Chickens have their own language with over 30 different sounds used to communicate. Baby chicks can develop object permanence as young as 2 days old - an understanding that when an object is hidden, it still exists – thought it takes a human baby about 7 months.
Chickens experience REM sleep and dream just like we do. Research suggests that chickens are cleverer than toddlers. Hens have exhibited mathematical reasoning, self-control and even structural engineering. Mother hens teach their chicks what is safe to eat and what to avoid. Chickens love their families, have complex social bonds, and value their lives, yet when used as classroom teaching tools, they’re denied everything that’s natural and important to them. The chicks deserve a better start to life than an incubator in a school.
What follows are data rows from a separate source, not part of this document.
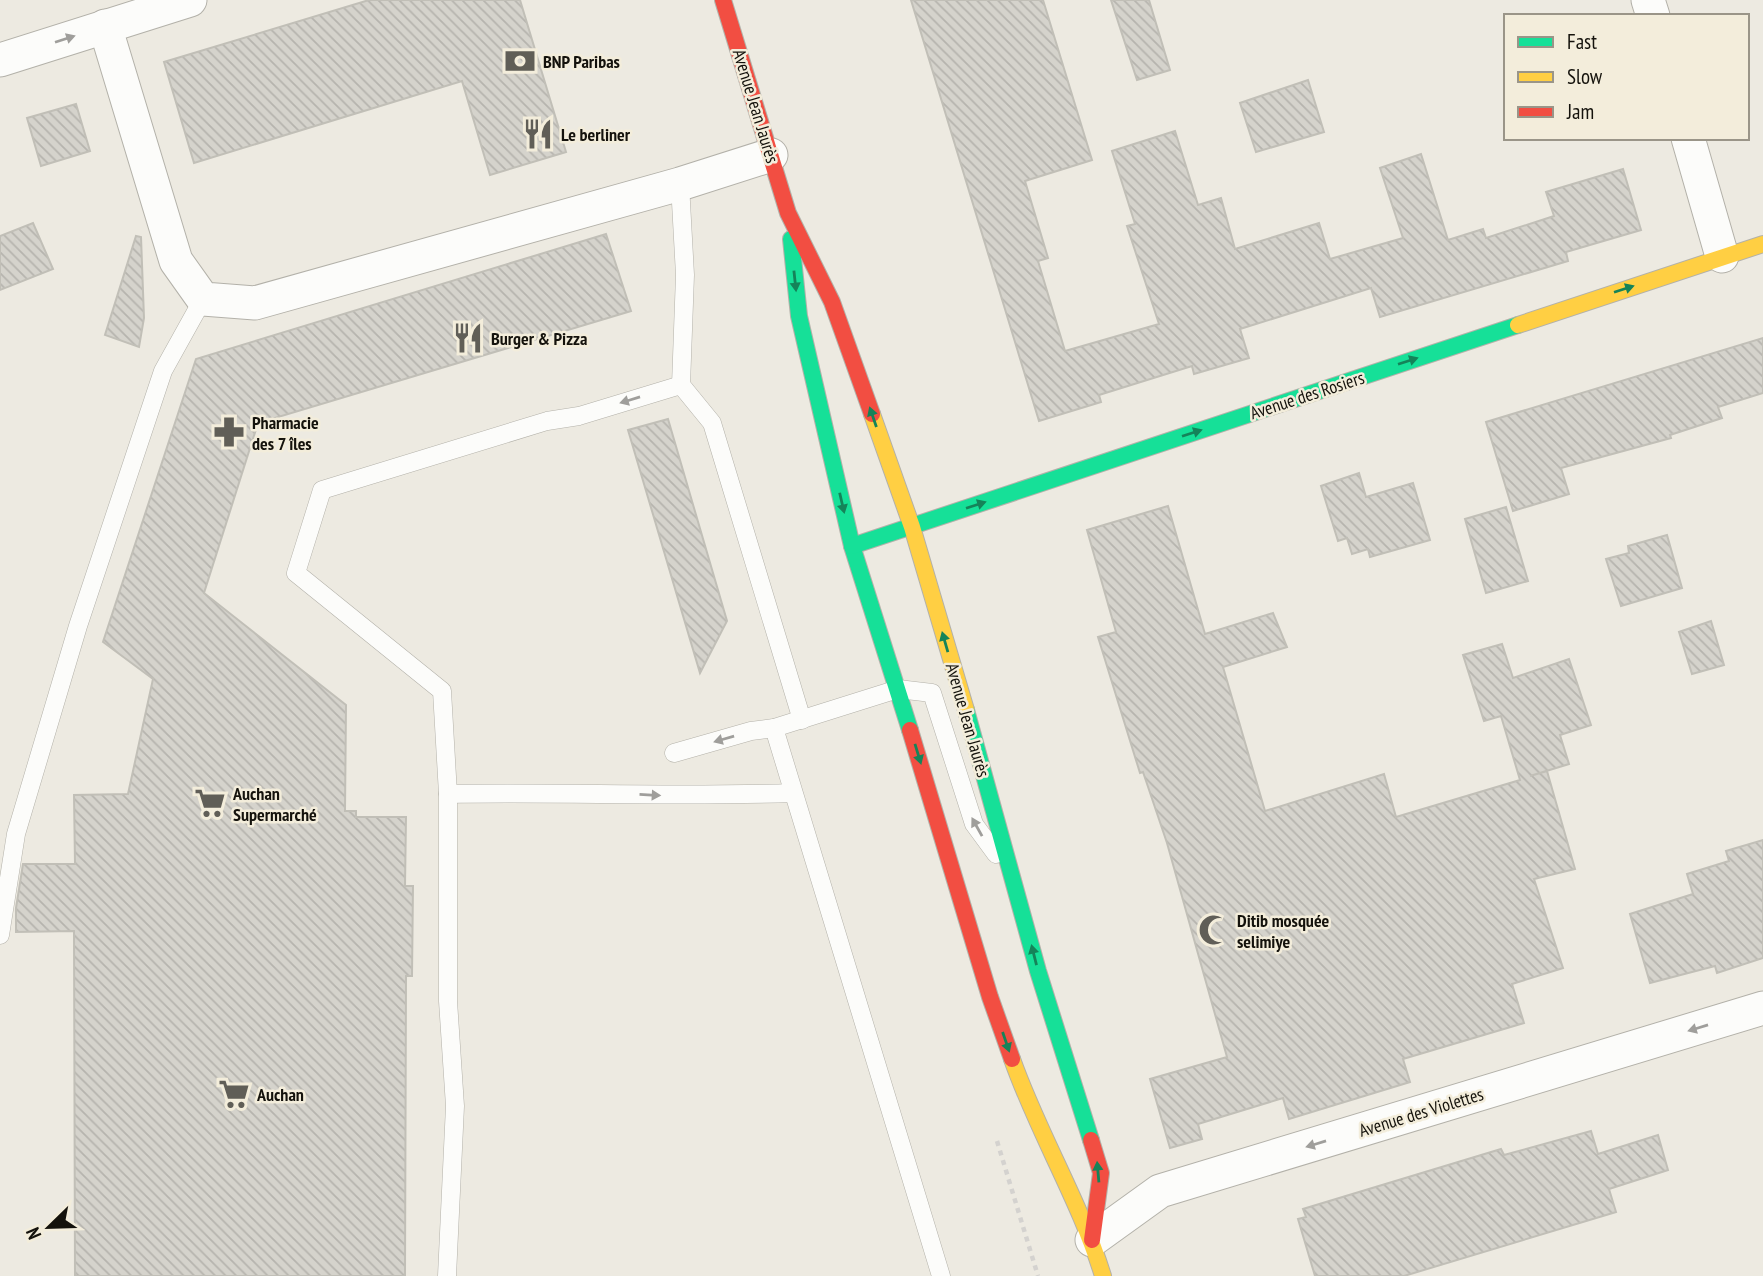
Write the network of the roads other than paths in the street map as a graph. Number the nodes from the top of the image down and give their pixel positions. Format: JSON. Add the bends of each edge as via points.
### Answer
{"nodes":[{"id":1,"x":190,"y":0,"type":"edge"},
{"id":2,"x":723,"y":0,"type":"edge"},
{"id":3,"x":105,"y":26,"type":"junction"},
{"id":4,"x":0,"y":60,"type":"edge"},
{"id":5,"x":1689,"y":140,"type":"edge"},
{"id":6,"x":771,"y":155,"type":"junction"},
{"id":7,"x":680,"y":184,"type":"junction"},
{"id":8,"x":788,"y":213,"type":"junction"},
{"id":9,"x":1763,"y":244,"type":"edge"},
{"id":10,"x":1722,"y":256,"type":"junction"},
{"id":11,"x":203,"y":299,"type":"junction"},
{"id":12,"x":681,"y":384,"type":"junction"},
{"id":13,"x":912,"y":527,"type":"junction"},
{"id":14,"x":852,"y":546,"type":"junction"},
{"id":15,"x":898,"y":689,"type":"junction"},
{"id":16,"x":802,"y":720,"type":"junction"},
{"id":17,"x":775,"y":728,"type":"junction"},
{"id":18,"x":674,"y":753,"type":"dead end"},
{"id":19,"x":448,"y":793,"type":"junction"},
{"id":20,"x":793,"y":793,"type":"junction"},
{"id":21,"x":1016,"y":883,"type":"junction"},
{"id":22,"x":0,"y":935,"type":"edge"},
{"id":23,"x":1763,"y":1008,"type":"edge"},
{"id":24,"x":1091,"y":1240,"type":"junction"},
{"id":25,"x":447,"y":1276,"type":"edge"},
{"id":26,"x":942,"y":1276,"type":"edge"},
{"id":27,"x":1102,"y":1276,"type":"edge"}],
"edges":[{"from":1,"to":3,"type":"street"},
{"from":2,"to":6,"type":"main road","name":"Avenue Jean Jaurès"},
{"from":4,"to":3,"type":"street","one_way":true},
{"from":3,"to":11,"type":"street","via":[[176,261]]},
{"from":5,"to":10,"type":"street"},
{"from":6,"to":7,"type":"street"},
{"from":6,"to":8,"type":"main road","name":"Avenue Jean Jaurès"},
{"from":7,"to":11,"type":"street","via":[[255,303]]},
{"from":7,"to":12,"type":"lane","via":[[685,275]]},
{"from":13,"to":8,"type":"main road","name":"Avenue Jean Jaurès","one_way":true,"via":[[832,302]]},
{"from":8,"to":14,"type":"main road","name":"Avenue Jean Jaurès","one_way":true,"via":[[799,316]]},
{"from":9,"to":10,"type":"main road","name":"Avenue des Rosiers"},
{"from":13,"to":10,"type":"main road","name":"Avenue des Rosiers","one_way":true},
{"from":11,"to":22,"type":"lane","via":[[163,371],[78,626],[16,834]]},
{"from":12,"to":16,"type":"lane","via":[[712,423]]},
{"from":12,"to":19,"type":"lane","one_way":true,"via":[[322,490],[296,573],[442,691]]},
{"from":13,"to":14,"type":"main road","name":"Avenue des Rosiers"},
{"from":21,"to":13,"type":"main road","name":"Avenue Jean Jaurès","one_way":true},
{"from":14,"to":15,"type":"main road","name":"Avenue Jean Jaurès"},
{"from":15,"to":16,"type":"lane"},
{"from":21,"to":15,"type":"lane","one_way":true,"via":[[974,824],[932,693]]},
{"from":15,"to":24,"type":"main road","name":"Avenue Jean Jaurès","one_way":true,"via":[[990,997],[1024,1094]]},
{"from":16,"to":17,"type":"lane"},
{"from":17,"to":18,"type":"lane","one_way":true},
{"from":17,"to":20,"type":"lane"},
{"from":19,"to":20,"type":"lane","one_way":true,"via":[[688,797]]},
{"from":19,"to":25,"type":"lane","via":[[448,1001],[455,1105]]},
{"from":20,"to":26,"type":"lane"},
{"from":24,"to":21,"type":"main road","name":"Avenue Jean Jaurès","one_way":true,"via":[[1101,1173],[1038,971]]},
{"from":23,"to":24,"type":"street","name":"Avenue des Violettes","one_way":true,"via":[[1160,1191]]},
{"from":24,"to":27,"type":"main road","name":"Avenue Jean Jaurès"}]}
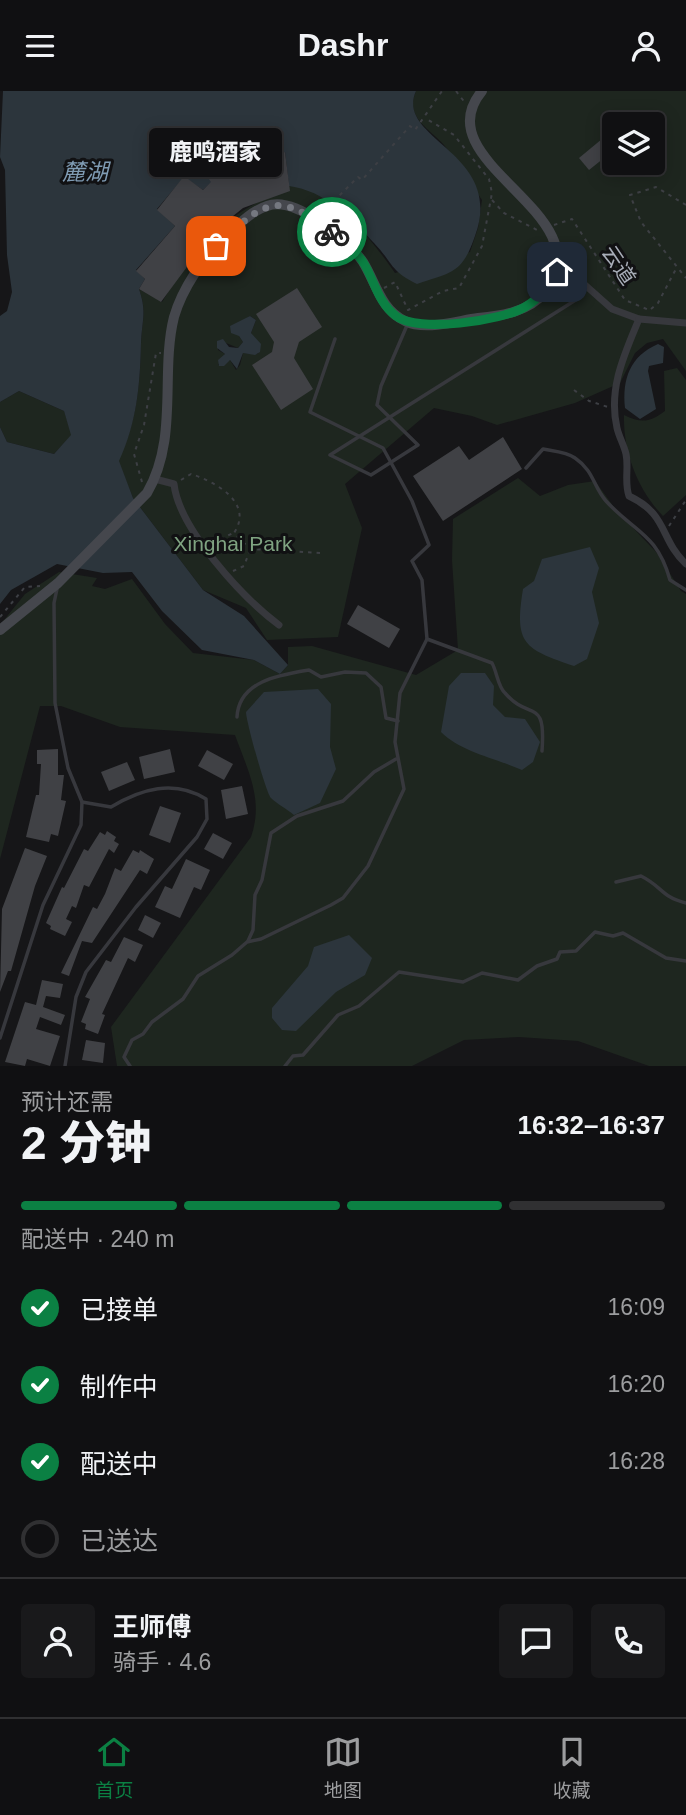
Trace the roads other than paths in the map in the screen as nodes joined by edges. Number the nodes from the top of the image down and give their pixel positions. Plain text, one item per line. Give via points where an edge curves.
1 (482, 91) edge
2 (557, 272) junction
3 (575, 275) joint
4 (582, 296) dead end
5 (639, 319) junction
6 (408, 323) junction
7 (686, 323) edge
8 (335, 339) dead end
9 (390, 417) junction
10 (359, 437) junction
11 (391, 464) junction
12 (526, 468) dead end
13 (155, 479) junction
14 (686, 564) edge
15 (58, 583) junction
16 (686, 590) edge
17 (279, 625) dead end
18 (0, 630) edge
19 (428, 639) junction
20 (237, 717) dead end
21 (398, 721) junction
22 (542, 751) dead end
23 (396, 759) junction
24 (82, 803) junction
25 (616, 882) dead end
26 (686, 903) edge
27 (247, 942) junction
28 (686, 961) edge
29 (0, 1038) edge
30 (65, 1066) edge
31 (130, 1066) edge
32 (285, 1066) edge

1 - 2 street via 469,117 472,136 498,174 542,219 558,248
2 - 3 lane
2 - 6 street via 543,294 504,315 427,325
3 - 5 street via 612,309
4 - 9 lane
5 - 7 street
5 - 14 street via 617,378 615,411 626,456 624,484 629,496 645,503 665,527 678,557
6 - 9 lane via 377,405
6 - 13 street via 393,315 363,262 312,216 289,206 268,205 246,218 216,246 189,284 174,317 170,397
8 - 10 lane via 310,412
9 - 10 lane
9 - 11 lane via 418,445
10 - 11 lane via 383,448
10 - 11 lane via 330,455 371,475
11 - 19 lane via 429,545 412,561 422,580
12 - 16 lane via 543,449 573,456 594,475 607,502 641,529 664,560 670,580
13 - 15 street via 147,493
13 - 17 street via 174,484 176,501 205,548 247,598
15 - 18 street
15 - 24 lane via 55,703 68,768
19 - 21 lane via 400,693
19 - 22 lane via 492,663 503,692 540,717
20 - 21 lane via 238,703 253,686 272,676 309,670 321,677 366,673 380,687 386,718
21 - 23 lane
23 - 27 lane via 343,801 297,816 271,832
23 - 27 lane via 404,789 368,866 343,898
24 - 29 lane via 81,825 43,905
24 - 30 lane via 111,807 133,794 179,787 206,799 207,819 86,972 76,997
25 - 26 lane via 641,876 657,884 667,899
27 - 31 lane via 198,976 183,999 132,1040 124,1057
28 - 32 lane via 666,958 623,933 595,932 576,951 560,953 518,980 482,973 463,982 399,972 359,1006 338,1015 303,1055 293,1056

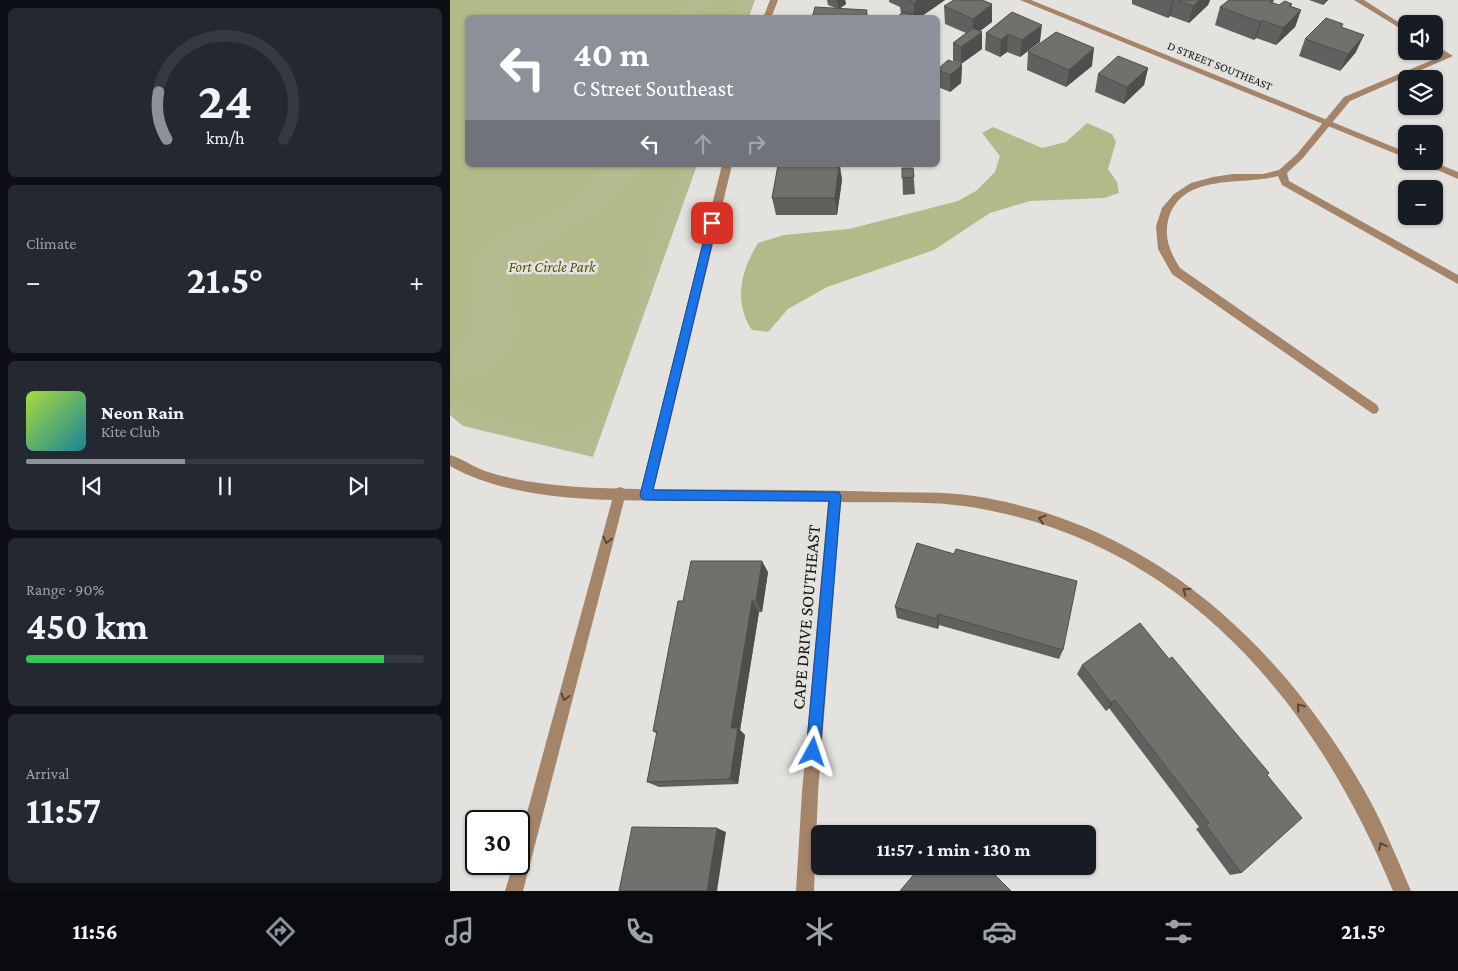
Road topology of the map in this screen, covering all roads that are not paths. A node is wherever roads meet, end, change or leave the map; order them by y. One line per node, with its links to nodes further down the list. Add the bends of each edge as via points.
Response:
1 (774, 0): 4 (street)
2 (1024, 0): 9 (street, D STREET SOUTHEAST)
3 (1358, 0): 5 (street)
4 (768, 15)
5 (1398, 25)
6 (1443, 52): 7 (street, via 1449,56)
7 (1443, 59)
8 (1440, 60): 9 (street, via 1347,99)
9 (1328, 124): 10 (street, D STREET SOUTHEAST); 13 (street)
10 (1398, 152)
11 (727, 167): 19 (street)
12 (1443, 170): 14 (street)
13 (1282, 172): 15 (street, via 1285,184); 16 (street, via 1263,177 1233,176 1213,180 1178,196 1167,208 1161,226 1163,249 1176,271)
14 (1458, 176)
15 (1458, 280)
16 (1373, 409)
17 (450, 460): 18 (street, via 495,480)
18 (620, 493): 19 (street); 21 (street, one-way to 21)
19 (646, 495): 20 (street)
20 (835, 496): 22 (street, CAPE DRIVE SOUTHEAST, via 810,792); 23 (street, one-way to 20, via 1355,789 1310,719 1254,653 1191,594 1115,547 1069,527 1022,512 951,500)
21 (514, 891)
22 (805, 891)
23 (1402, 891)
“It is difficult to guarantee the welfare of animals bred in the school environment and we believe that such programmes of study do not promote responsible attitudes to animal care and husbandry.”
“The RSPCA strongly discourages the keeping of animals in schools. Schools can be noisy and frightening places for some animals and it is very difficult to look after any animal’s needs properly in a classroom environment. Any members of the school's staff who are responsible for an animal or animals being on the school premises - whether on a permanent or temporary basis - are now subject, as a result of the Animal Welfare Act 2006, to the legal obligation to ensure that those animals' needs are met.”
You can read the RSPCA’s guide to animal friendly schools here.
The needs of chicks cannot be properly met in an incubator:
need for a suitable environment – they are not kept with their mother, it will be noisy and bright.
need for a suitable diet (food and freshwater) – these cannot be checked overnight and at weekends.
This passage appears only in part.